The letters are organised around four themes: the glory of God as the motivation for serving; faith, humility, and prayer as the basics of servant-leadership; persevering in suffering; and encouragement. Each is written to a real person struggling with discipleship and ministry issues. There is nothing theoretical or abstract here. As with all of Miller’s writing and teaching, each one is shot through with the glory of God, wise teaching about grace, conviction of sin, repentance, forgiveness, and faith. He is honest about his own struggles and never writes from a position of superiority. The whole book comes across as an appeal for spiritual leaders to be servants.
This is one of the few contemporary books to which I regularly return to have my heart pierced with the love of God in Christ. It is excellent for helping Christian leaders face our own sin patterns with sorrow leading to repentance. Miller contends that knowing God, being savvy about the enemy we face, and knowing ourselves with honesty is the heart of a healthy spiritual walk:
My own heart likes this order better: 1. Know your friend [the grace of God in Christ and the Holy Spirit]; 2. Know your enemy [sin, the flesh, and the devil]; 3. Know your personal limitations [your own particular fleshly characteristics and habits]. And I would keep the controlling theme of point 1 even when talking about points 2 and 3.

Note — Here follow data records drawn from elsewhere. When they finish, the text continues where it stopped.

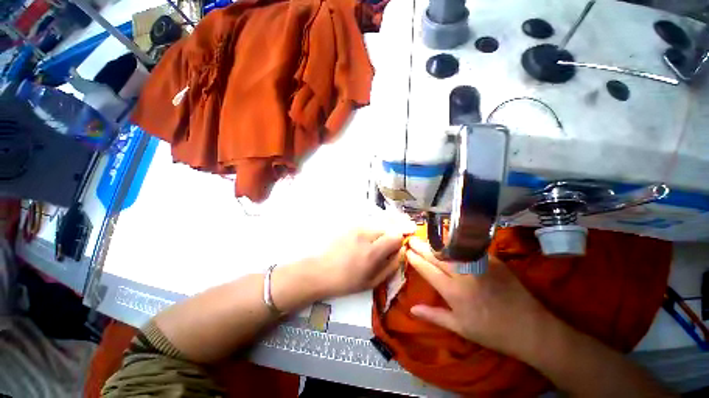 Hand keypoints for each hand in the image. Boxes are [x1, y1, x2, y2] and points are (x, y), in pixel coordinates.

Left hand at [311, 229, 407, 297]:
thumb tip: (402, 251)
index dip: (399, 241)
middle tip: (383, 249)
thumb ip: (391, 265)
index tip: (395, 249)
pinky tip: (362, 242)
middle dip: (390, 236)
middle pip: (388, 227)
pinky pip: (368, 225)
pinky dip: (371, 232)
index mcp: (372, 252)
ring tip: (371, 246)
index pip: (396, 235)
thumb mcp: (373, 281)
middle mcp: (365, 234)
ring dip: (380, 234)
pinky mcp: (350, 225)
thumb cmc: (347, 281)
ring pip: (378, 225)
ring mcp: (356, 227)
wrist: (321, 271)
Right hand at [406, 236, 551, 357]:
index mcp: (454, 292)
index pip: (428, 270)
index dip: (416, 260)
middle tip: (412, 239)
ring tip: (426, 239)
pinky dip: (456, 244)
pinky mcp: (492, 259)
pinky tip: (450, 241)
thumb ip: (434, 316)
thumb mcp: (460, 328)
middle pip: (437, 256)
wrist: (530, 327)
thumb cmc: (492, 331)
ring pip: (451, 249)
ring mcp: (479, 264)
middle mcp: (464, 274)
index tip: (407, 251)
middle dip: (421, 246)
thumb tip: (412, 309)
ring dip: (436, 243)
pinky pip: (469, 248) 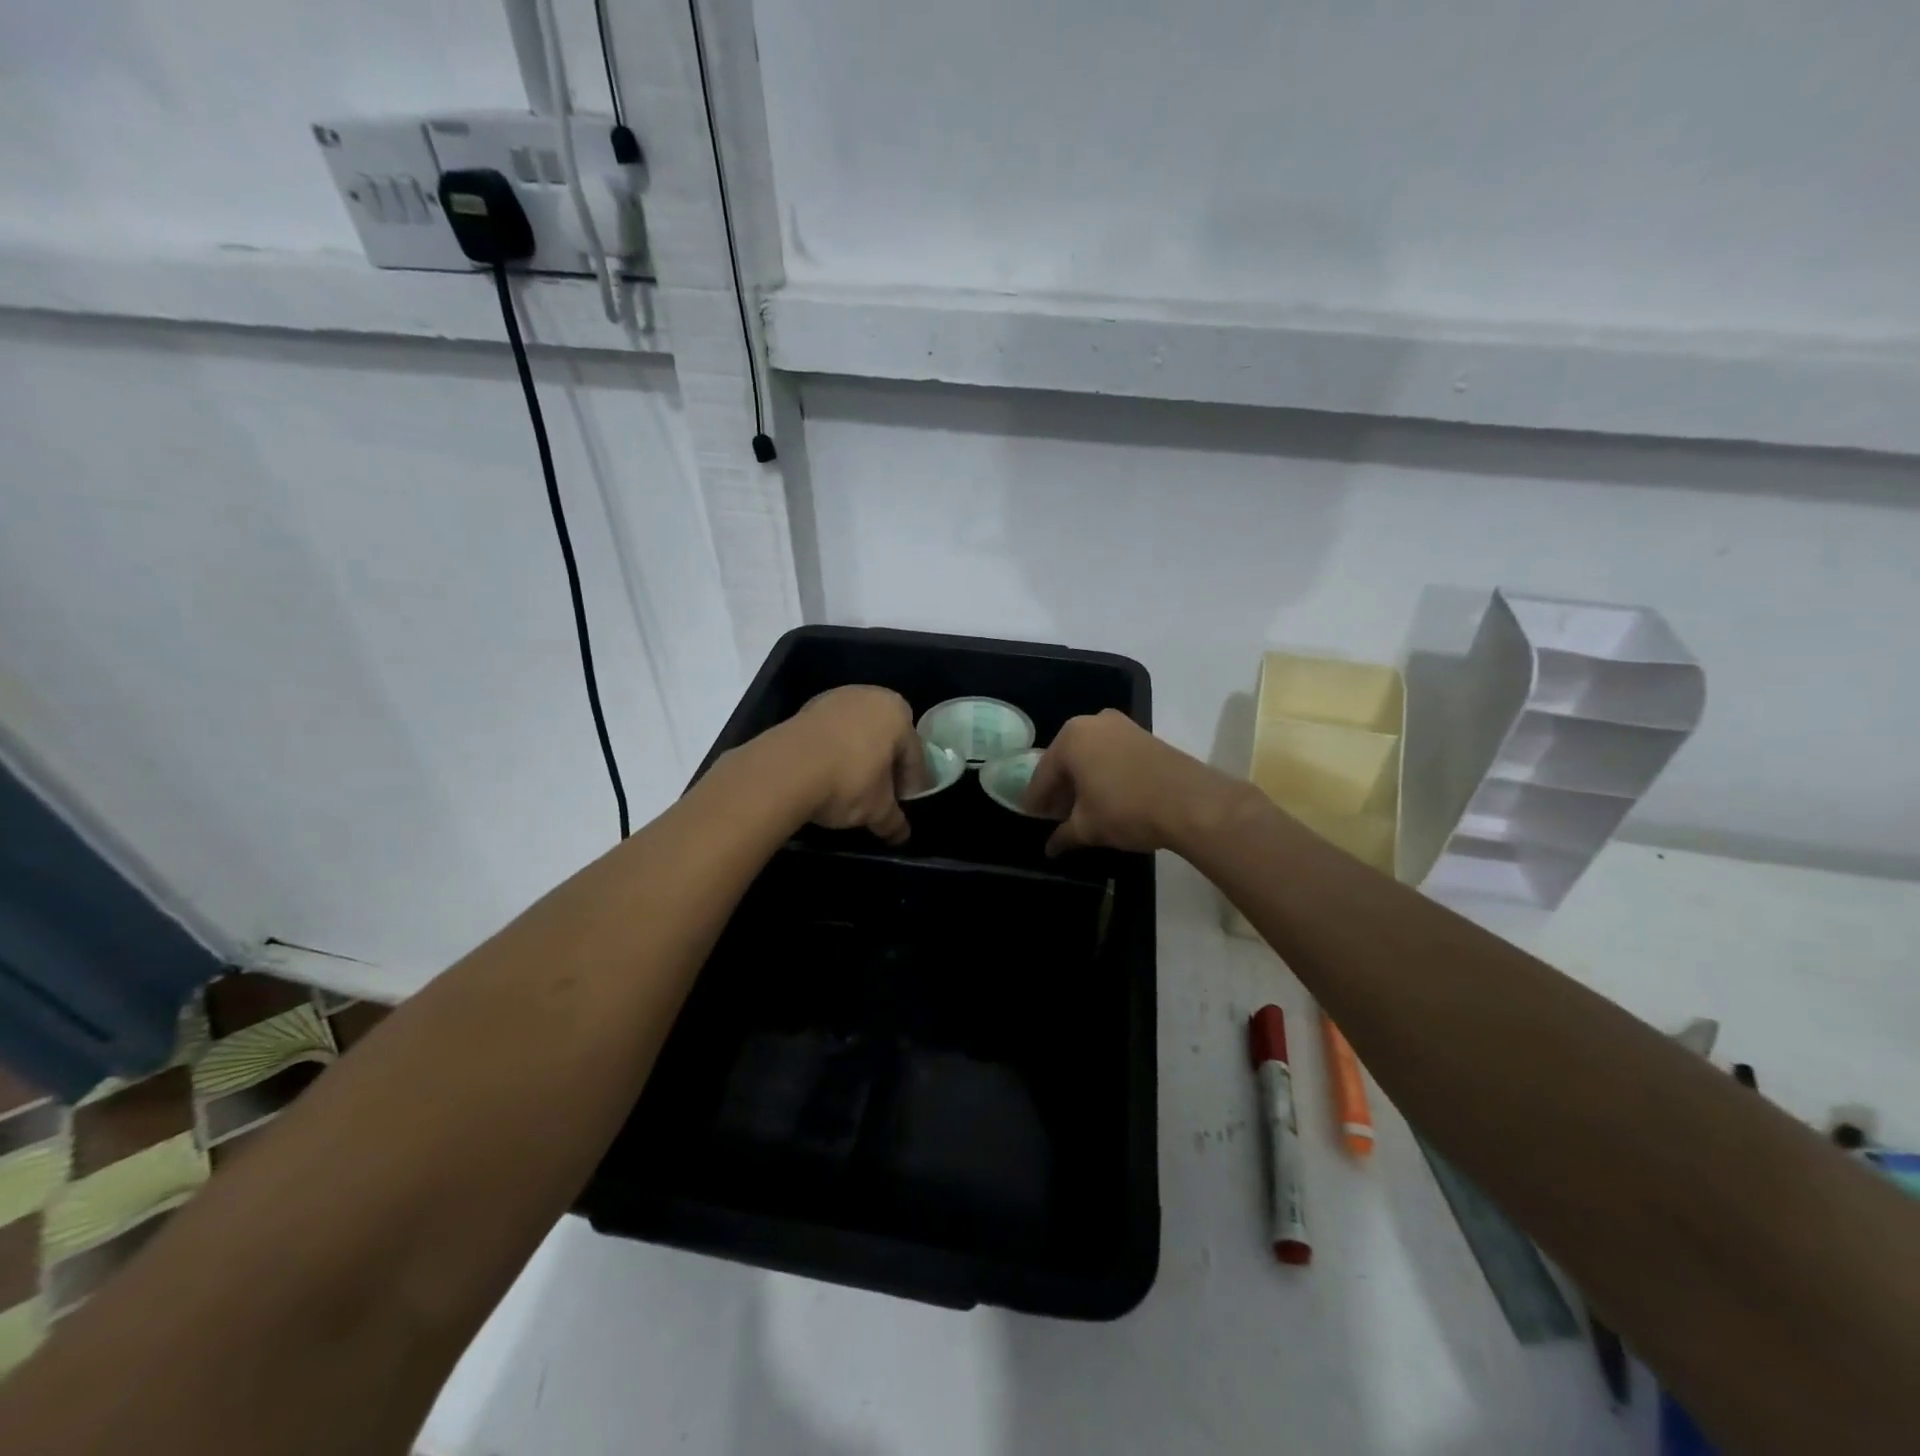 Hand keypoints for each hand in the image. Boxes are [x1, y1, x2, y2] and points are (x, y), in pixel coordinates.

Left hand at [777, 685, 924, 844]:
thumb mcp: (877, 809)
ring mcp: (834, 700)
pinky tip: (826, 776)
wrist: (785, 769)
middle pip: (885, 739)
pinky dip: (833, 754)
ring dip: (857, 759)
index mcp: (897, 712)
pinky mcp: (805, 710)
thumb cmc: (848, 782)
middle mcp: (869, 696)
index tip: (902, 805)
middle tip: (879, 798)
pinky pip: (830, 735)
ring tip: (850, 789)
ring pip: (856, 735)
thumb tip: (901, 835)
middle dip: (884, 768)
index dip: (910, 785)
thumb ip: (893, 820)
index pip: (914, 754)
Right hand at [1024, 710, 1238, 856]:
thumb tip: (1050, 848)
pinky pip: (1112, 755)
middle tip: (1055, 815)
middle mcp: (1092, 723)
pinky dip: (1104, 774)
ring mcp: (1122, 726)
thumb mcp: (1088, 827)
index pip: (1043, 774)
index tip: (1032, 818)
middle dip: (1060, 788)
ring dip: (1083, 780)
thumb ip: (1064, 835)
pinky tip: (1106, 797)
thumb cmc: (1126, 809)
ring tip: (1082, 809)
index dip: (1036, 800)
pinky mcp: (1145, 736)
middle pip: (1066, 761)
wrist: (1191, 802)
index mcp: (1070, 738)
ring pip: (1090, 756) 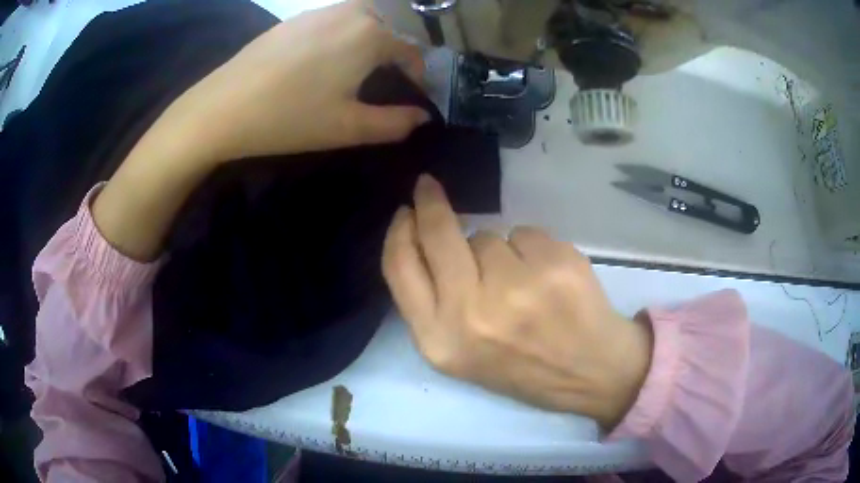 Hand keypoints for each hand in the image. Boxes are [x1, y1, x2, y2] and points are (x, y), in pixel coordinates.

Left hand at [167, 0, 429, 161]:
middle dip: (392, 54)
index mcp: (370, 35)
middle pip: (386, 30)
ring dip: (366, 41)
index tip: (414, 94)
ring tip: (353, 70)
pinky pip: (331, 21)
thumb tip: (422, 118)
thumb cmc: (290, 117)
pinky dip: (339, 36)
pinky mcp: (293, 19)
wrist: (223, 107)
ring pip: (358, 20)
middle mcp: (350, 13)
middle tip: (381, 82)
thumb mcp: (348, 127)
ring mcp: (318, 11)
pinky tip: (320, 60)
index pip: (410, 51)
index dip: (417, 74)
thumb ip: (394, 123)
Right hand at [382, 175, 652, 429]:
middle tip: (428, 186)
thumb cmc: (521, 366)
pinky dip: (531, 249)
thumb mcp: (459, 354)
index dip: (399, 232)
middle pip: (436, 234)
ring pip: (487, 236)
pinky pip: (523, 232)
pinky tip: (547, 279)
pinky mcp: (554, 264)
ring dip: (497, 251)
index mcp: (439, 341)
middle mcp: (470, 313)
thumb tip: (420, 236)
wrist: (589, 372)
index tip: (405, 211)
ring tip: (522, 286)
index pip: (400, 268)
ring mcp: (516, 287)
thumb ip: (431, 303)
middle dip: (430, 203) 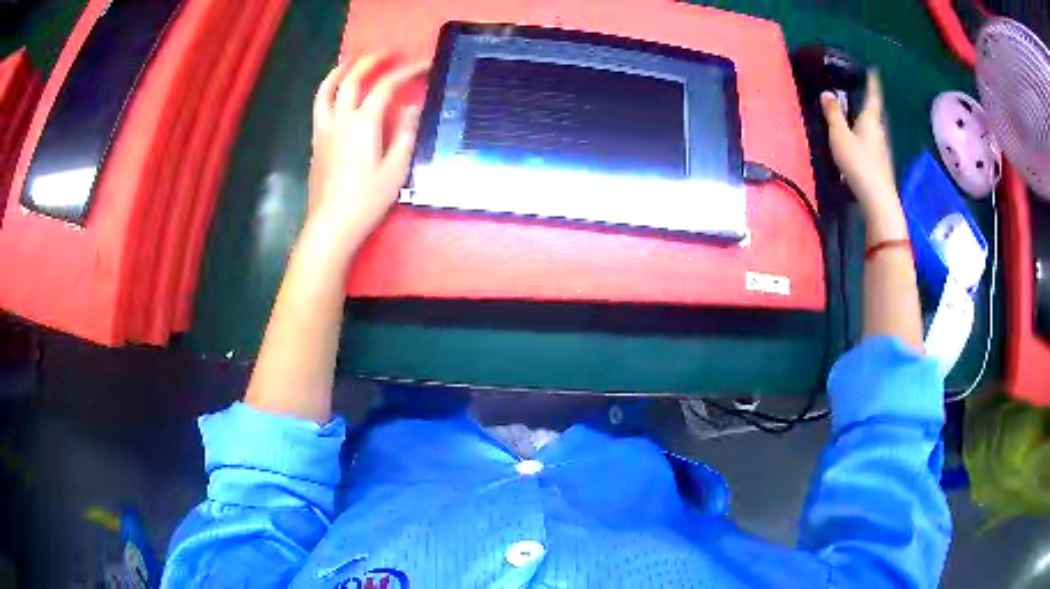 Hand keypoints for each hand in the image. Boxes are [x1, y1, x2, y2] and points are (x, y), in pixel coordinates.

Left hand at [305, 54, 427, 253]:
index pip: (386, 87)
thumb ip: (406, 134)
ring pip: (326, 90)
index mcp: (363, 124)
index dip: (407, 72)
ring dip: (340, 70)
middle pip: (352, 79)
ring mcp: (324, 130)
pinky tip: (336, 93)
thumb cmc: (367, 200)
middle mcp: (340, 120)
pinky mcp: (316, 142)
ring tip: (351, 61)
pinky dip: (328, 91)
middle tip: (388, 53)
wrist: (331, 225)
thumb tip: (412, 107)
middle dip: (371, 60)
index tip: (424, 65)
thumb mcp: (396, 169)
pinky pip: (319, 107)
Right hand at [821, 70, 897, 213]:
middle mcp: (879, 133)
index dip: (873, 84)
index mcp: (870, 121)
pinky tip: (860, 147)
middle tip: (863, 98)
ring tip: (858, 121)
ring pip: (874, 131)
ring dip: (867, 125)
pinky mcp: (881, 166)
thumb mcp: (840, 136)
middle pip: (875, 115)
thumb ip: (833, 115)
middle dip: (869, 106)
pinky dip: (866, 140)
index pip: (873, 97)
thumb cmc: (859, 163)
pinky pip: (872, 146)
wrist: (878, 199)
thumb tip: (826, 93)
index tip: (874, 71)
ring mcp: (882, 151)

At the same time I do not think that an emphasis on grace leads to a soft ministry on sin and the severe demands of the Law. Actually it seems to me that such grace teaching makes it possible for sinners like us to hear the hardest things said about our sin patterns, and that can lead into a healthy sorrow which then leads back to sanity, i.e., repentance. (p. 60)
Anyone familiar with Miller’s other work, such as the Sonship Course, will find the same strong, refreshing, emphasis on grace teaching us to say no to ungodliness.
Being a collection of letters, each section is short, eminently readable and highly personal. Pastors will find here a model of how to write pastoral letters that are direct, kind, and full of practically worked-out truth.
This book will help you lean on God and teach you to help others do the same. It is one of few easy-reading modern books that will warm your heart and inform your pastoral practice equally whether you have been in ministry for one year or twenty. Highly recommended.